Weak math skills disqualify would-be workers, manufacturers say.

High school graduates applying for jobs at Tacoma’s General Plastics Manufacturing have to take a math test. The company makes foam products for the aerospace industry.

Eighteen questions, 30 minutes, and using a calculator is OK.

They are asked how to convert inches to feet, read a tape measure and find the density of a block of foam (mass divided by volume).

One in 10 pass the math test. And it’s not just a problem at General Plastics.

“Manufacturers are willing to train people about the specifics of their machines and technology,” said Linda Nguyen, CEO of Work Force Central, a partnership of government, business, education and community organizations that trains workers in Tacoma and surrounding Pierce County. “But they can’t afford to hire someone who needs to relearn basic math.”

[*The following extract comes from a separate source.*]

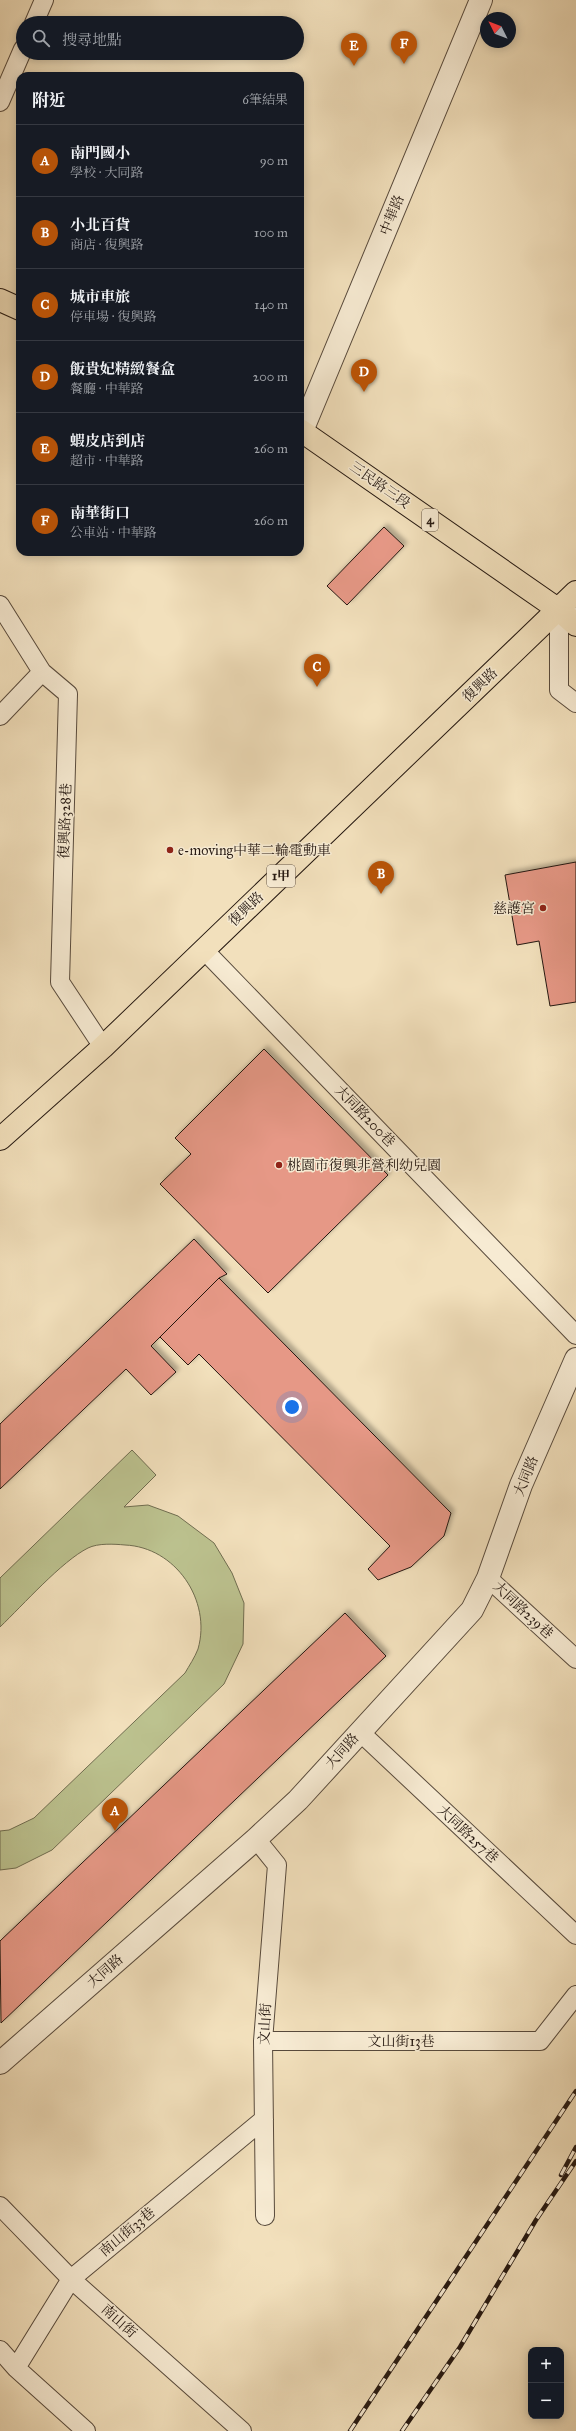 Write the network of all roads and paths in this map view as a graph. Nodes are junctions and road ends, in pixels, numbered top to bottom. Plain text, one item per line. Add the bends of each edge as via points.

Math teachers know their students will need math knowledge in the real word, writes Darren, a high school math teacher, on Right on the Left Coast. But he’s turned off by the story’s “drooling over Common Core Standards. Many teachers “doubt . . . the so-called cure.”

Having students write about math isn’t a real cure. Group work isn’t a cure. Collaboration requires everyone have some background knowledge on which to draw so everyone can contribute. I wouldn’t mind cutting a few topics out so we had more time to cover the remaining topics more deeply, but to insist on so-called discovery learning is an exceedingly inefficient use of instructional time.

Instead of trying to make math “fun” or “applicable”, perhaps we could consider instilling in students, or insisting on, some perseverance and a sense of responsibility, and maybe even some delayed gratification.

Employers would value those traits too, Darren believes.

Many students who slid through high school without really learning math enroll at community colleges with hopes of training for a job or eventually earning a bachelor’s degree. Placement in remedial math is the single biggest dream killer.

Thanks for the (entirely unexpected) link 🙂

This shouldn’t be a surprise, since the skills they’re asking for are stuff that most kids 25+ years ago learned by the time they reached 4th or 5th grade.

Using a tape measure, converting inches to feet, and calculating density is stuff that I remember learning how to do (without a calculator, since the scientific ones (affordable) didn’t exist prior to 1979 or so) and if the rest of the math is like that, I could probably do all 18 questions inside of 5 minutes (or less).

I’m in agreement with Darren, if you go to a college and wind up in remedial math, you’ll probably spend a year learning material that by definition you should have learned in high school, and usually become discouraged.

Sigh

“This shouldn’t be a surprise, since the skills they’re asking for are stuff that most kids 25+ years ago learned by the time they reached 4th or 5th grade.”

This is almost certainly not true to any greater extent than it would be true today. What likely IS true is that this material was TAUGHT by 4th or 5th grade, as it is today. Successful math students would be able to complete these tasks during that grade level, which is also true today. Whether students were able to retain the relevant information or skills beyond the exam is another question. Given that we know US math proficiency doesn’t seem to be declining over time as measured by any objective set of data I know of (NAEP scores or the like), it seems likely that what we have here is selection bias generated by those who were successful projecting their success onto all students of their schooling generation.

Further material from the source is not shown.